Sunday, January 18, 2009

Saturday Night Blowout


This week we can change it from "the few, the proud" to the two, the proud.  "There's not much on the list tonight..." Fantastic job guys.

The breakdown: This Beast was a deceptively simple one. With a particular load held aloft, start a timer and do one squat in the first minute, two squats in the second, three in the third and so on until you aren't able to complete the requisite squats in the space of one minute. Record time, weight and repetitions. Doesn't look that hard? Try it.

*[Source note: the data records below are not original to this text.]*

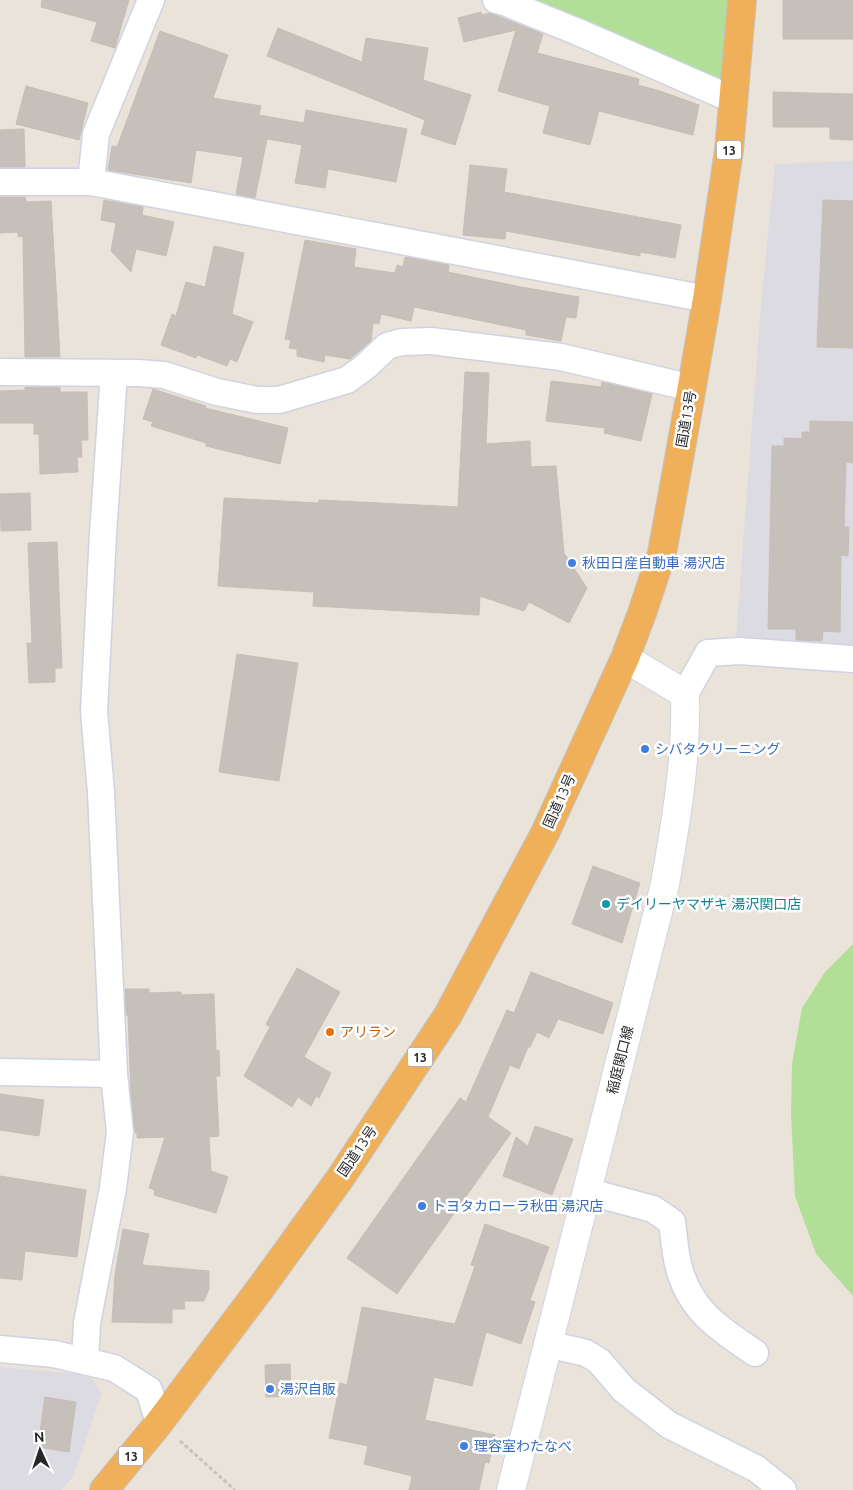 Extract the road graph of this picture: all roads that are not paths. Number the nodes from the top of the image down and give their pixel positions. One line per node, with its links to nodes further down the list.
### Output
1 (151, 0): 6 (street)
2 (496, 0): 4 (street)
3 (742, 0): 4 (highway, 国道13号 / 13)
4 (734, 100): 7 (highway, 国道13号 / 13)
5 (0, 182): 6 (street)
6 (90, 182): 7 (street)
7 (707, 299): 10 (highway, 国道13号 / 13)
8 (0, 372): 9 (street)
9 (114, 373): 10 (street); 15 (street)
10 (692, 388): 11 (highway, 国道13号 / 13)
11 (625, 658): 13 (main road); 21 (highway, 国道13号 / 13)
12 (853, 659): 13 (street)
13 (685, 694): 16 (main road, 稲庭関口線)
14 (0, 1072): 15 (street)
15 (114, 1074): 20 (street)
16 (586, 1191): 17 (main road, 稲庭関口線); 19 (street)
17 (547, 1344): 23 (main road, 稲庭関口線); 24 (street)
18 (0, 1349): 20 (street)
19 (755, 1353)
20 (85, 1361): 21 (street)
21 (159, 1423): 22 (highway, 国道13号 / 13)
22 (104, 1490)
23 (511, 1490)
24 (783, 1490)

The weight? In this case, half your body weight. "Do you know how much I weight?" Well, doesn't really matter. NOTE: Is half your body weight appropriate for everyone to pick up right this very minute? No. But, think about it. What are you moving through space every single day? Our body weight. What is it that contributes to the pain we feel in our lower backs? Our body weight acting on our frame. What is it that makes it so hard for some of us to climb that set of stairs or in some cases, just our of the car or chair? Our body weight as it relates to our ability to move that amount of weight. Strength to weight ratio.

So as you're training, again do not get stuck on finding that weight you can lift a few times comfortably and with a little rest repeat your same performance. Let's look at how our strength relates to your body. Starting where ever you have to, if you can work yourself up to lifting 30%, 50% or maybe even 100% or more of your body weight off the floor or through space, how do you think that will effect your ability to move your body day in and day out? If you generate enough new muscle mass to move that weight, how do you think that much extra lean weight will effect your metabolism? How will that metabolic enhancement effect your body composition over time?

Sustained weight loss due to increased muscle mass over time due to an elevated level of performance. 

Train better. Perform better. Feel better. Look better.